True to form, I have been off plan for the past couple of weeks. and it’s been a CRAZY two weeks. But things are finally starting to slow down, and I was able to FINALLY get back on track, effective today!
I know what your thinking. “More excuses.” A reasonable thought. I know if you want it bad enough you are going to get it done. And I DO really want it. I want ALOT of things, and sometimes everything converges together and I have to choose one. Family, photography, work, sleep, or weight loss.
As a single mother, not working is not an option, and per usual, when things in one area of my life go crazy, they ALL do! For the first time in a while I’ve had more than 40 hrs worth of work to get done in LESS than 40 hours. At the same time, ‘my on the side’ photography business went wild. Baseball/softball/tball season is one of my busiest times anyway, but this year the months worth of work had to be crammed into 2 weeks because half of the season was rained out! And I had requests from twice the number of teams that I did last year! (I couldn’t possibly say no, when I’m trying to build this burgeoning little business.)
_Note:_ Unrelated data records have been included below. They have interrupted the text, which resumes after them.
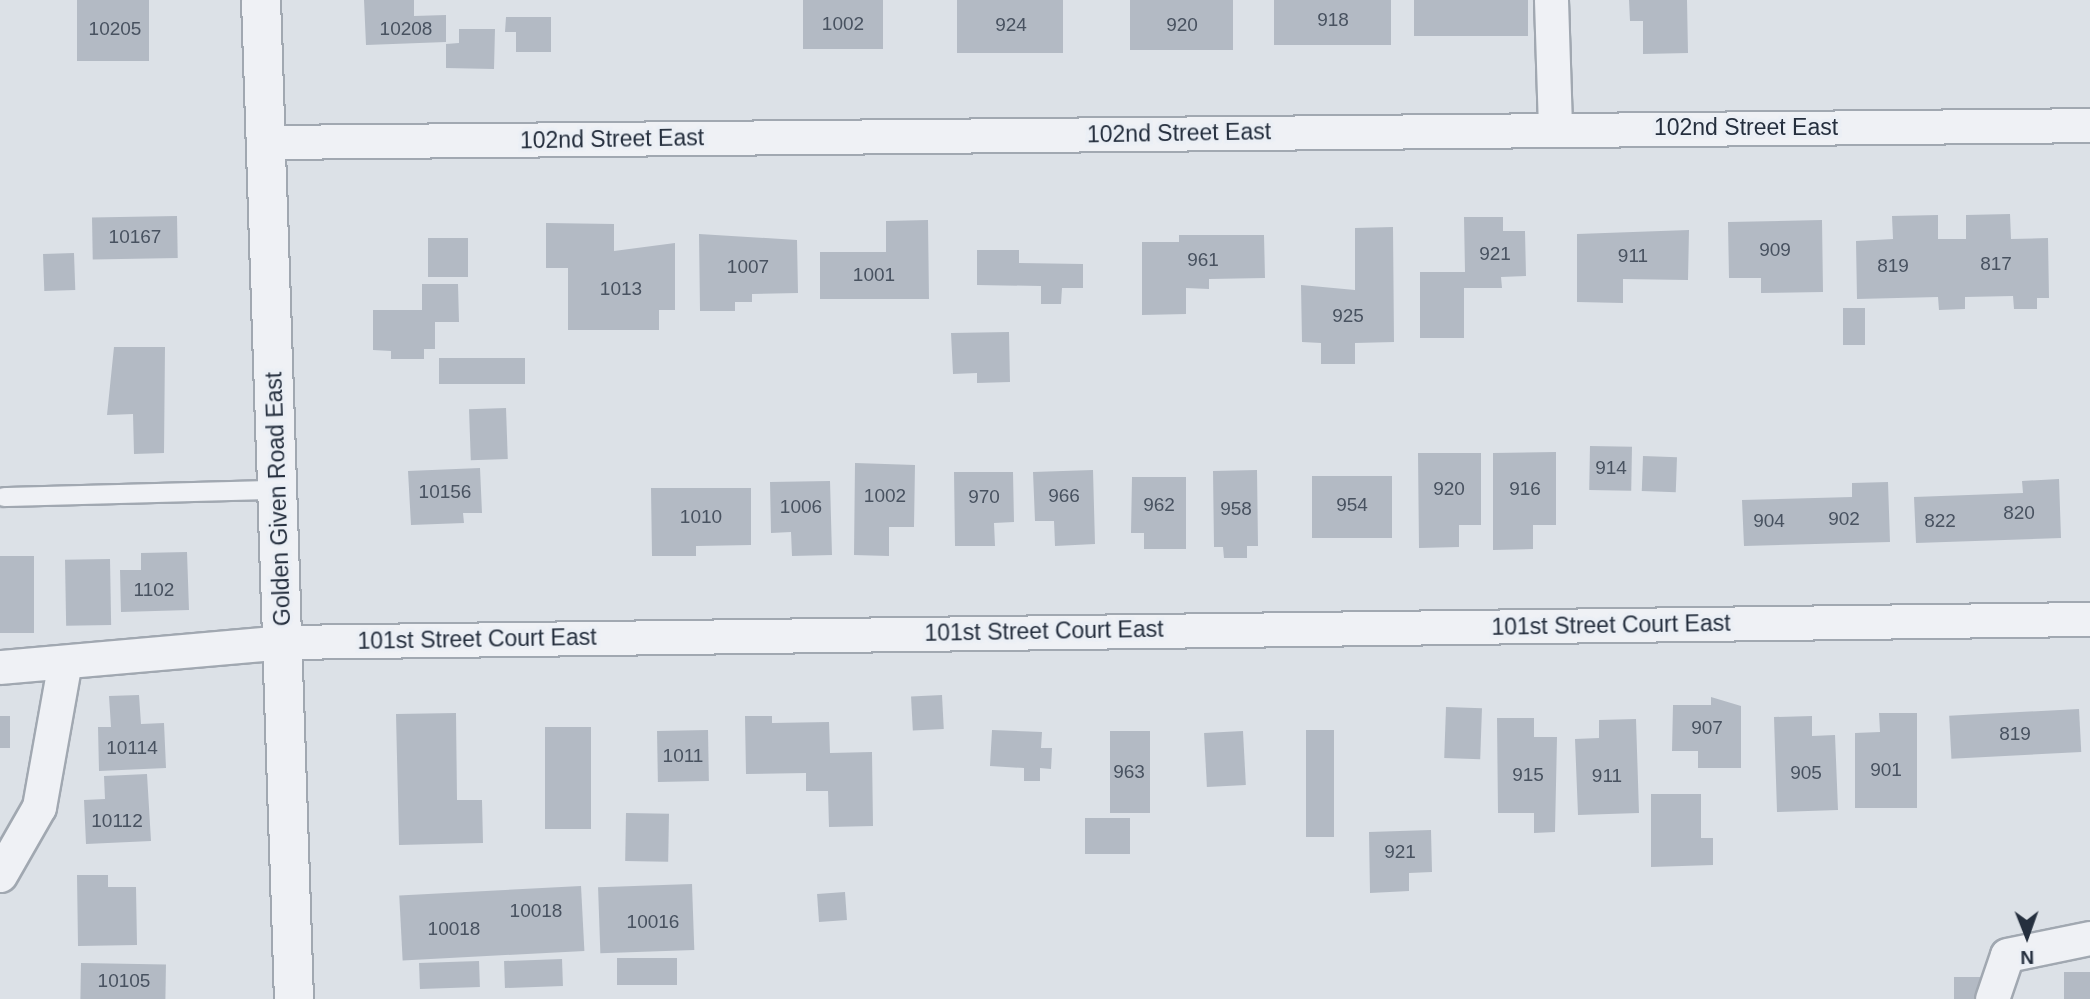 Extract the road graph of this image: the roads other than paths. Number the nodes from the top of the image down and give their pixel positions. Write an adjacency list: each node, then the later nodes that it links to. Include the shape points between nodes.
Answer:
1 (261, 0): 5 (street, Golden Given Road East)
2 (1552, 0): 4 (street)
3 (2090, 125): 4 (street, 102nd Street East)
4 (1555, 128): 5 (street, 102nd Street East)
5 (268, 142): 6 (street, Golden Given Road East)
6 (278, 490): 7 (lane); 9 (street, Golden Given Road East)
7 (4, 497)
8 (2090, 619): 9 (street, 101st Street Court East)
9 (283, 642): 10 (street, 101st Street Court East); 14 (street, Golden Given Road East)
10 (64, 666): 11 (street, 101st Street Court East); 12 (street, via 39,807)
11 (0, 667)
12 (0, 875)
13 (2090, 938): 15 (street, via 2007,955)
14 (294, 999)
15 (1992, 999)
In the last 2 weeks I haven’t slept more than 4 hours a night, trying to process thousands of pictures, all the while, my computer has been acting up and taking 4-5 times as long to complete tasks. I’m surprised I have any HAIR left, and I haven’t yanked it out in frustration.
Which brings us to today. I finally crawled into bed at 630 this morning and slept a full 5 hours. Woohoo. When I woke up I got back to work, but instead of continuing to fight with the computer, I focused on fixing whatever was causing the problem. By 5pm I’d made a bit of progress, but I needed a break. What better time to plan a menu for the week and go grocery shopping, right? And thats what I did. Then I came home and COOKED! For the first time in weeks! Todays picture (above) was my plate just before I finally got to eat, since I’d forgotten all day, unless you count a handful of blackberries for lunch.
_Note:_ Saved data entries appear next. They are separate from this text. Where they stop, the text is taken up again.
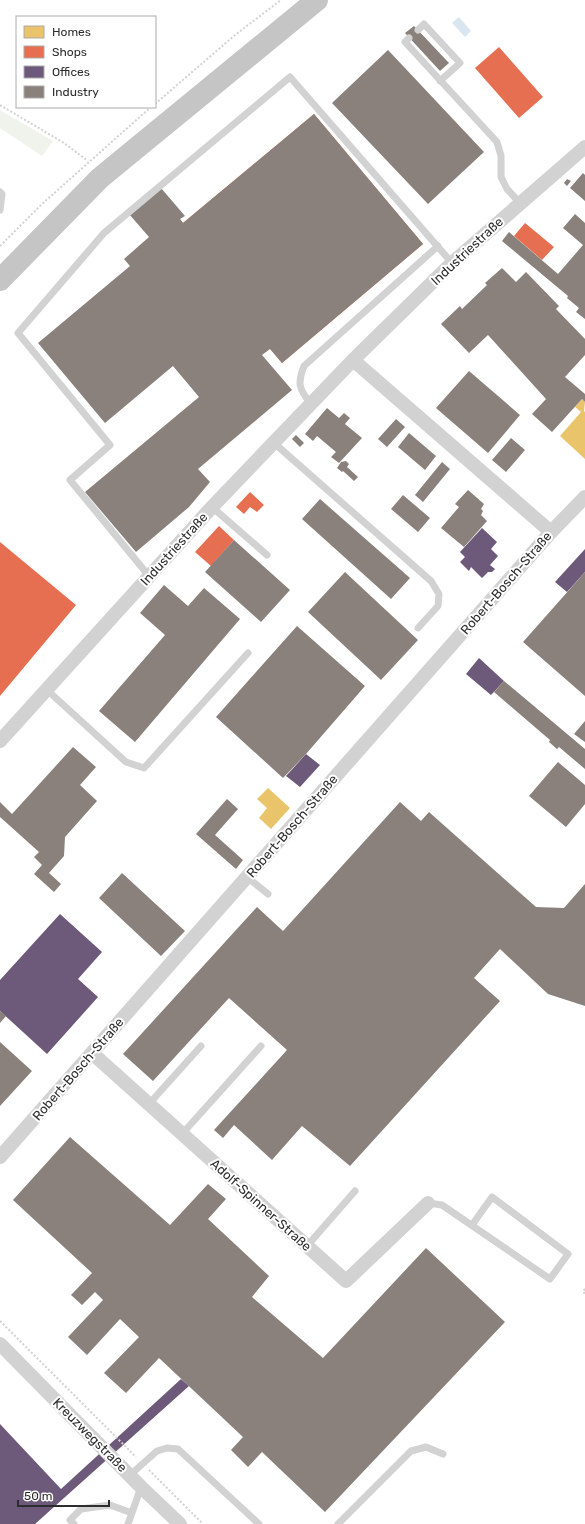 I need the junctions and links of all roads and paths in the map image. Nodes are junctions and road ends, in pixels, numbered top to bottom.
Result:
1 (281, 0) edge
2 (317, 0) edge
3 (418, 30) dead end
4 (430, 31) junction
5 (424, 36) dead end
6 (409, 38) dead end
7 (439, 41) junction
8 (433, 46) dead end
9 (445, 48) junction
10 (440, 53) dead end
11 (451, 54) junction
12 (446, 60) dead end
13 (440, 81) junction
14 (156, 103) edge
15 (0, 105) edge
16 (150, 108) edge
17 (585, 147) edge
18 (88, 161) junction
19 (0, 192) edge
20 (520, 203) junction
21 (0, 210) edge
22 (0, 246) edge
23 (438, 246) junction
24 (452, 263) junction
25 (0, 280) edge
26 (353, 360) junction
27 (311, 404) junction
28 (274, 443) junction
29 (585, 496) edge
30 (212, 507) junction
31 (551, 532) junction
32 (267, 555) dead end
33 (149, 576) junction
34 (418, 628) dead end
35 (248, 653) dead end
36 (47, 690) junction
37 (0, 742) edge
38 (247, 877) junction
39 (268, 894) dead end
40 (201, 1046) dead end
41 (261, 1046) dead end
42 (92, 1053) junction
43 (149, 1104) junction
44 (182, 1134) junction
45 (0, 1157) edge
46 (355, 1191) dead end
47 (428, 1203) joint
48 (472, 1225) junction
49 (306, 1246) junction
50 (585, 1288) edge
51 (585, 1294) edge
52 (0, 1321) edge
53 (0, 1344) edge
54 (443, 1454) dead end
55 (142, 1463) junction
56 (130, 1475) junction
57 (141, 1487) junction
58 (132, 1513) junction
59 (70, 1522) edge
60 (128, 1524) edge
61 (180, 1524) edge
62 (203, 1524) edge
63 (259, 1524) edge
64 (338, 1524) edge

1 - 14 path
2 - 25 main road
3 - 4 lane
4 - 5 lane
4 - 7 lane
6 - 13 lane
7 - 8 lane
7 - 9 lane
9 - 10 lane
9 - 11 lane
11 - 12 lane
11 - 13 lane
13 - 20 lane
15 - 18 path
16 - 18 path
17 - 20 street, Industriestraße
18 - 22 path
19 - 21 lane
20 - 24 street, Industriestraße
23 - 24 lane
23 - 27 lane
23 - 33 lane
24 - 26 street, Industriestraße
26 - 27 street, Industriestraße
26 - 31 street
27 - 28 street, Industriestraße
28 - 30 street, Industriestraße
28 - 34 lane
29 - 31 street, Robert-Bosch-Straße
30 - 32 lane
30 - 33 street, Industriestraße
31 - 38 street, Robert-Bosch-Straße
33 - 36 street, Industriestraße
35 - 36 lane
36 - 37 street, Industriestraße
38 - 39 lane
38 - 42 street, Robert-Bosch-Straße
40 - 43 lane
41 - 44 lane
42 - 43 street, Adolf-Spinner-Straße
42 - 45 street, Robert-Bosch-Straße
43 - 44 street, Adolf-Spinner-Straße
44 - 49 street, Adolf-Spinner-Straße
46 - 49 lane
47 - 48 lane
47 - 49 street, Adolf-Spinner-Straße
48 - 48 lane
50 - 51 path
52 - 55 path
53 - 56 street, Kreuzwegstraße
54 - 64 lane
55 - 56 lane
55 - 62 path
55 - 63 lane
56 - 57 street, Kreuzwegstraße
57 - 58 lane
57 - 61 street, Kreuzwegstraße
58 - 59 lane
58 - 60 lane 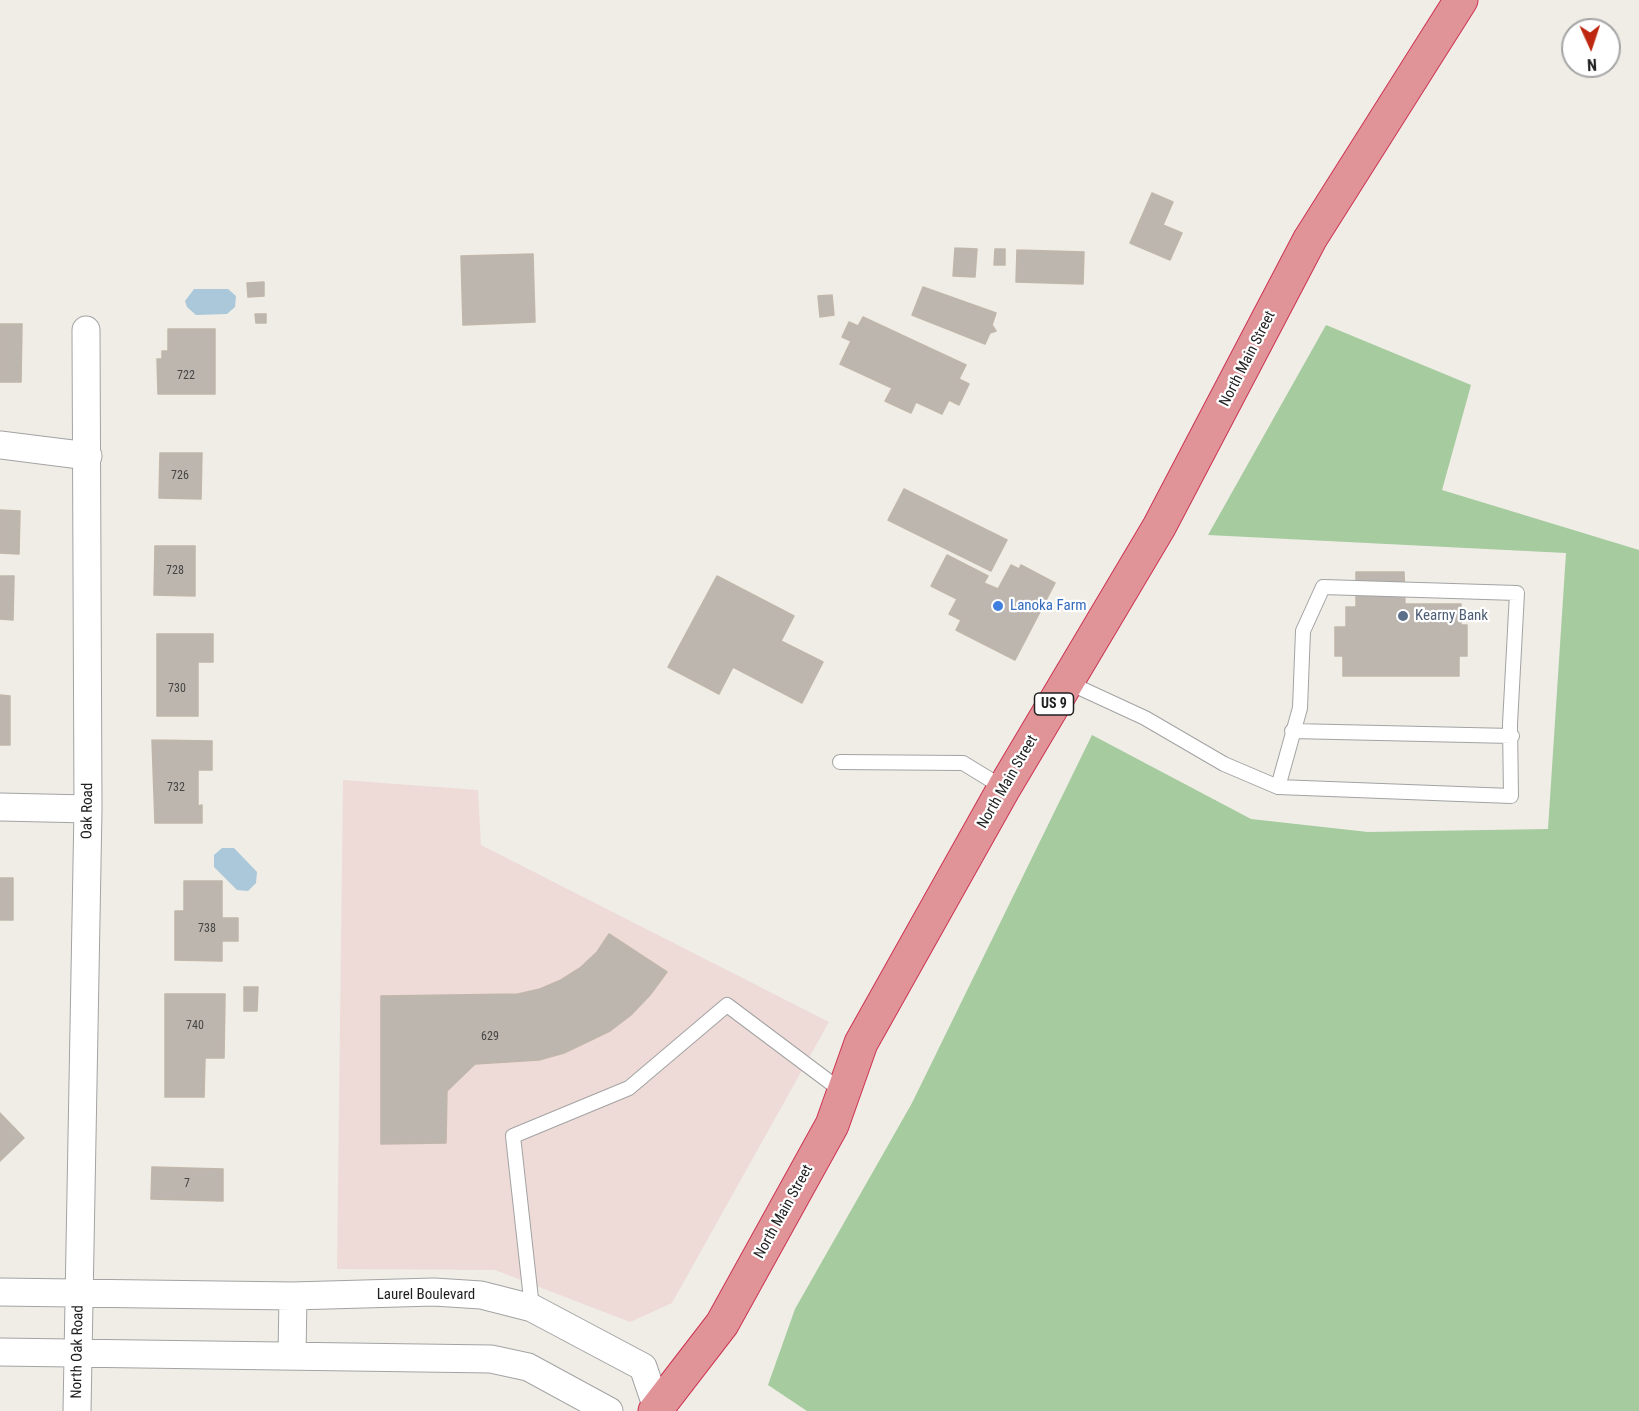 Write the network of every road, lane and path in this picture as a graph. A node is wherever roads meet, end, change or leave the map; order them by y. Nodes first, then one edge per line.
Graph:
1 (1461, 0) edge
2 (86, 330) dead end
3 (0, 445) edge
4 (88, 456) junction
5 (1067, 682) junction
6 (1292, 730) junction
7 (1512, 736) junction
8 (840, 762) dead end
9 (1278, 787) junction
10 (1004, 788) junction
11 (0, 807) edge
12 (88, 809) junction
13 (843, 1092) junction
14 (0, 1292) edge
15 (79, 1292) junction
16 (293, 1296) junction
17 (532, 1308) junction
18 (0, 1352) edge
19 (78, 1353) junction
20 (292, 1355) junction
21 (654, 1410) edge
22 (77, 1411) edge
23 (609, 1411) edge

1 - 5 highway, North Main Street / US 9
2 - 4 street, Oak Road
3 - 4 street
4 - 12 street, Oak Road
5 - 9 lane
5 - 10 highway, North Main Street / US 9
6 - 7 lane
6 - 7 lane
6 - 9 lane
7 - 9 lane
8 - 10 lane
10 - 13 highway, North Main Street / US 9
11 - 12 street
12 - 15 street, Oak Road
13 - 17 lane
13 - 21 highway, North Main Street / US 9
14 - 15 street, Laurel Boulevard
15 - 16 street, Laurel Boulevard
15 - 19 street, North Oak Road
16 - 17 street, Laurel Boulevard
16 - 20 street
17 - 21 street, Laurel Boulevard
18 - 19 street
19 - 20 street
19 - 22 street, North Oak Road
20 - 23 street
For me, in order to be successful, I have to go by the KISS philosophy. “Keep It Simple, Stupid.” So I fired up the castiron skillet and fried up some beef fajitas (with bell pepper, onion, mushrooms, butter, chili powder and garlic.) I served mine over a bed of lettuce and made my own dressing by simply mixing salsa and sour cream together. Yum. And so easy. A little homemade guacamole on some black bean tortilla chips. And wallah! I’m a happy girl.
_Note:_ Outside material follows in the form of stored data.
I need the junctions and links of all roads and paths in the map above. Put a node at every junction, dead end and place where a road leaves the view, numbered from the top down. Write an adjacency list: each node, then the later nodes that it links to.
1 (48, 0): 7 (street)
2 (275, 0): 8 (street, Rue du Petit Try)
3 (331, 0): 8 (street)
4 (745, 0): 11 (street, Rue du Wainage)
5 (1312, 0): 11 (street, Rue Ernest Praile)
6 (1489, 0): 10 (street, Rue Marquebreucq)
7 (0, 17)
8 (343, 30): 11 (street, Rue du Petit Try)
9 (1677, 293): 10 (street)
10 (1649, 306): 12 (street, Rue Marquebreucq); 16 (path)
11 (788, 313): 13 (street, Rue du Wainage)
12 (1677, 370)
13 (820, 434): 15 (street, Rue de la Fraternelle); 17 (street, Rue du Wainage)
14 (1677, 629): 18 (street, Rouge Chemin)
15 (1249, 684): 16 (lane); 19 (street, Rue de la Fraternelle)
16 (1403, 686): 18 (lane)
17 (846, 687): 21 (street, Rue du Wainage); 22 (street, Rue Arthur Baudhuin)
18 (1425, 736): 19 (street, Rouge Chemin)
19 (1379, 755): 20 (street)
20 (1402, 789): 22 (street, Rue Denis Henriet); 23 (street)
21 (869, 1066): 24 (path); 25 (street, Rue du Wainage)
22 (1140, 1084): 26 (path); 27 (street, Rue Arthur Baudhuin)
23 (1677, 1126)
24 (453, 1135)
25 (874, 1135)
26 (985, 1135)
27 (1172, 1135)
While I was at it, I boiled up some eggs for a quick, on the go, breakfast, and packed some leftovers for lunch tomorrow at the office. In the morning I will start my crock pot and we will have some BBQ pulled pork, coleslaw, and BBQ beans.
Now I realize this is not strictly paleo, but I’m not beating myself up for it. And that makes me a winner. Because I’m moving in the right direction, and accepting of my limitations now. I’m just so glad that I have finally figured out that life is not black and white, win or lose, succeed or fail. There’s a lot of gray in there. And if you beat yourself up every time you aren’t perfect, you are just setting yourself up for more failure in the future.
Love yourself, do your best, and own it all. The victories AND the challenges. And know that it is all part of this amazing journey. I hope you are all had a blessed day!